- Conference: Big Ten Conference
- Record: 8–14 (3–11 Big Ten)
- Head coach: Harold E. Foster;
- Home arena: UW Fieldhouse

= 1957–58 Wisconsin Badgers men's basketball team =

American college basketball season

The 1957–58 Wisconsin Badgers men's basketball team represented University of Wisconsin–Madison. The head coach was Harold E. Foster, coaching his twenty-fourth season with the Badgers.
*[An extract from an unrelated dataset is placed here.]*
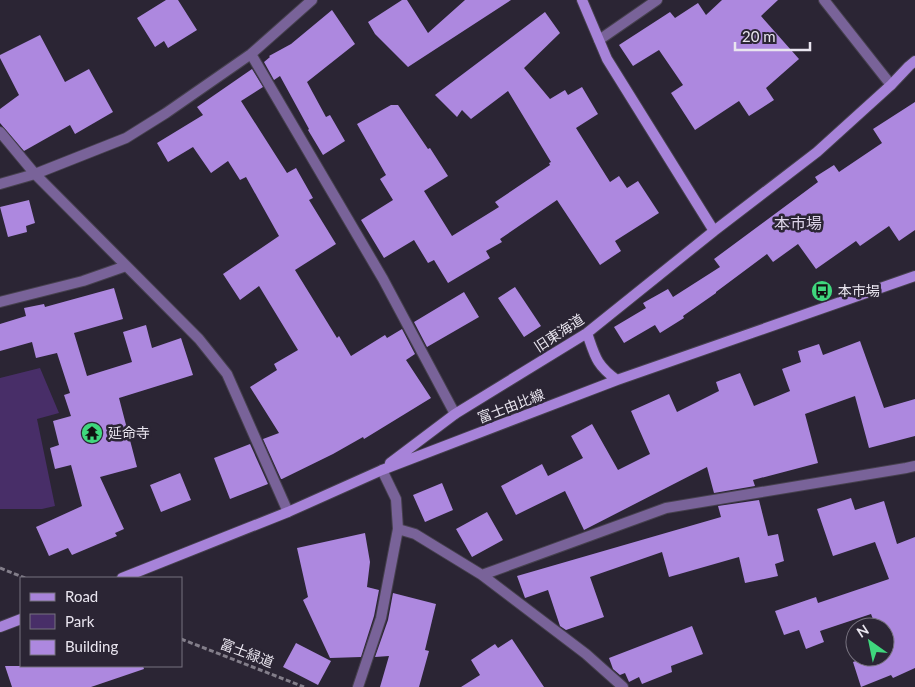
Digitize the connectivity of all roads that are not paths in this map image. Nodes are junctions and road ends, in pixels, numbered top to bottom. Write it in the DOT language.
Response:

The team played their home games at the UW Fieldhouse in Madison, Wisconsin and was a member of the Big Ten Conference.

==Schedule==

| Date time, TV | Rank^{#} | Opponent^{#} | Result | Record | Site city, state |
Regular Season
| 12/02/1957* |  | South Dakota | W 63–56 | 1–0 | UW Fieldhouse Madison, WI |
| 12/07/1957* |  | Notre Dame | L 53–75 | 1–1 | UW Fieldhouse Madison, WI |
| 12/09/1957* |  | at Washington U. (MO) | W 43–33 | 2–1 | Washington U Field House St. Louis, MO |
| 12/16/1957* |  | Rice | W 67–62 | 3–1 | UW Fieldhouse Madison, WI |
| 12/19/1957* |  | Butler | W 59–58 | 4–1 | UW Fieldhouse Madison, WI |
| 12/27/1957* |  | vs. New Mexico New Mexico Classic | W 61–59 | 5–1 | Johnson Gymnasium Albuquerque, NM |
| 12/28/1957* |  | vs. Wyoming New Mexico Classic | L 65–93 | 5–2 | Johnson Gymnasium Albuquerque, NM |
| 12/30/1957* |  | at Utah | L 70–72 | 5–3 | Nielsen Fieldhouse Salt Lake City, UT |
| 1/04/1958 |  | Illinois | L 59–64 | 5–4 (0–1) | UW Fieldhouse Madison, WI |
| 1/06/1958 |  | at Michigan | L 49–70 | 5–5 (0–2) | Yost Fieldhouse Ann Arbor, MI |
| 1/11/1958 |  | Ohio State | W 67–64 | 6–5 (1–2) | UW Fieldhouse Madison, WI |
| 1/13/1958 |  | at Illinois | W 71–70 | 7–5 (2–2) | Huff Hall Champaign, IL |
| 1/18/1958 |  | at Purdue | L 47–62 | 7–6 (2–3) | Lambert Fieldhouse West Lafayette, IN |
| 1/20/1958 |  | Michigan State | W 66–52 | 8–6 (3–3) | UW Fieldhouse Madison, WI |
| 2/08/1958 |  | Minnesota | L 66–71 | 8–7 (3–4) | UW Fieldhouse Madison, WI |
| 2/10/1958 |  | Indiana | L 87–93 | 8–8 (3–5) | UW Fieldhouse Madison, WI |
| 2/15/1958 |  | Purdue | L 76–81 | 8–9 (3–6) | UW Fieldhouse Madison, WI |
| 2/17/1958 |  | at Iowa | L 61–74 | 8–10 (3–7) | Iowa Field House Iowa City, IA |
| 2/22/1958 |  | at Michigan State | L 59–93 | 8–11 (3–8) | Jenison Fieldhouse East Lansing, MI |
| 2/24/1958 |  | at Minnesota | L 63–71 | 8–12 (3–9) | Williams Arena Minneapolis, MN |
| 3/01/1958 |  | at Northwestern | L 65–82 | 8–13 (3–10) | Welsh-Ryan Arena Evanston, IL |
| 3/03/1958 |  | Michigan | L 65–72 | 8–14 (3–11) | UW Fieldhouse Madison, WI |
*Non-conference game. ^{#}Rankings from AP Poll. (#) Tournament seedings in parentheses.